Photo showing a young child wearing a t-shirt and sunhat sitting in a field of lavender

DPG instructed to challenge failures of the Child Maintenance Service

“My children go without every single day because their father absolutely refuses to put his hand in his pocket and the Child Maintenance Service, despite having a huge raft of powers at its disposal, does nothing meaningful to force him to cough up”

DPG are instructed by four women to challenge the failures of the Child Maintenance Service to effectively collect child maintenance payments from non-resident parents.
A letter before claim has been sent to the Child Maintenance Service and we are waiting a response.

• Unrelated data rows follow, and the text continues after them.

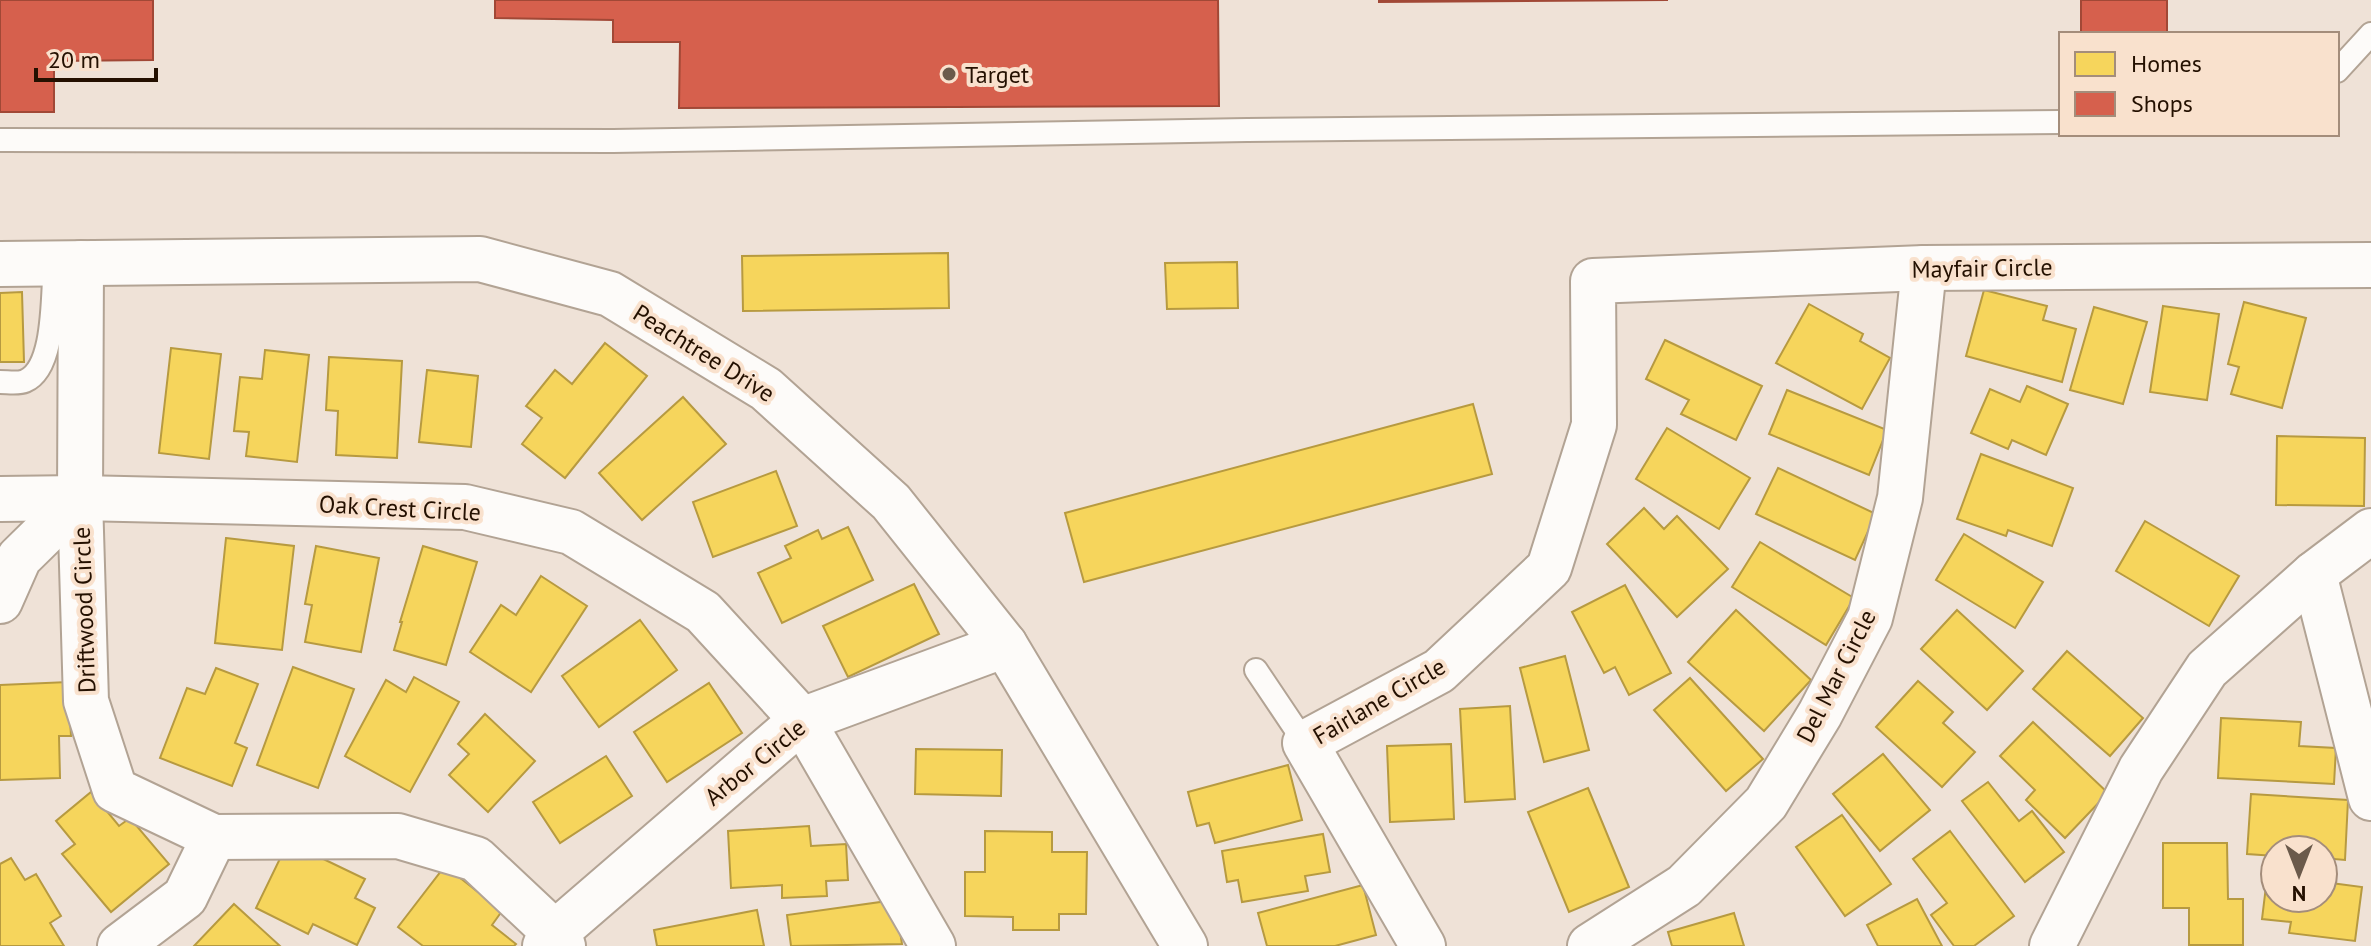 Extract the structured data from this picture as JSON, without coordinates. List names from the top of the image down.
{
  "streets": {
    "street": [
      "Mayfair Circle",
      "Peachtree Drive",
      "Oak Crest Circle",
      "Driftwood Circle",
      "Del Mar Circle",
      "Fairlane Circle",
      "Arbor Circle"
    ]
  },
  "crossings": [
    ["Mayfair Circle", "Del Mar Circle"],
    ["Mayfair Circle", "Fairlane Circle"],
    ["Peachtree Drive", "Driftwood Circle"],
    ["Peachtree Drive", "Arbor Circle"],
    ["Oak Crest Circle", "Driftwood Circle"],
    ["Oak Crest Circle", "Arbor Circle"],
    ["Driftwood Circle", "Arbor Circle"]
  ],
  "places": ["Target"],
  "legend": ["Homes", "Shops"],
  "scale_bar": "20 m",
  "north": "bottom"
}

Child maintenance is money owed to children. Lack of payment has a direct detrimental impact on the lives of children and leaves thousands of children across the UK in poverty. The arrears of payments due to parents with primary care is huge – well over £300 million – and increasing rapidly (the amounts owed more than doubled in the period 2015-2017). The failure to collect and enforce child maintenance payments disproportionately affects women who account for more than 90% of resident parents on CMS, by increasing their burden as they care for their families. It also permits perpetrators of economic abuse to continue to hold control over their victims. The CMS are failing to use their significant enforcement powers (including passport and driving license removal, or imprisonment) on non-compliant parents. Around a third of CMS cases involve non-compliant parents. And this is likely the tip of the iceberg, given the low bar for compliance, which only requires that the payment parent has “paid something towards their maintenance arrangements in the last three months”.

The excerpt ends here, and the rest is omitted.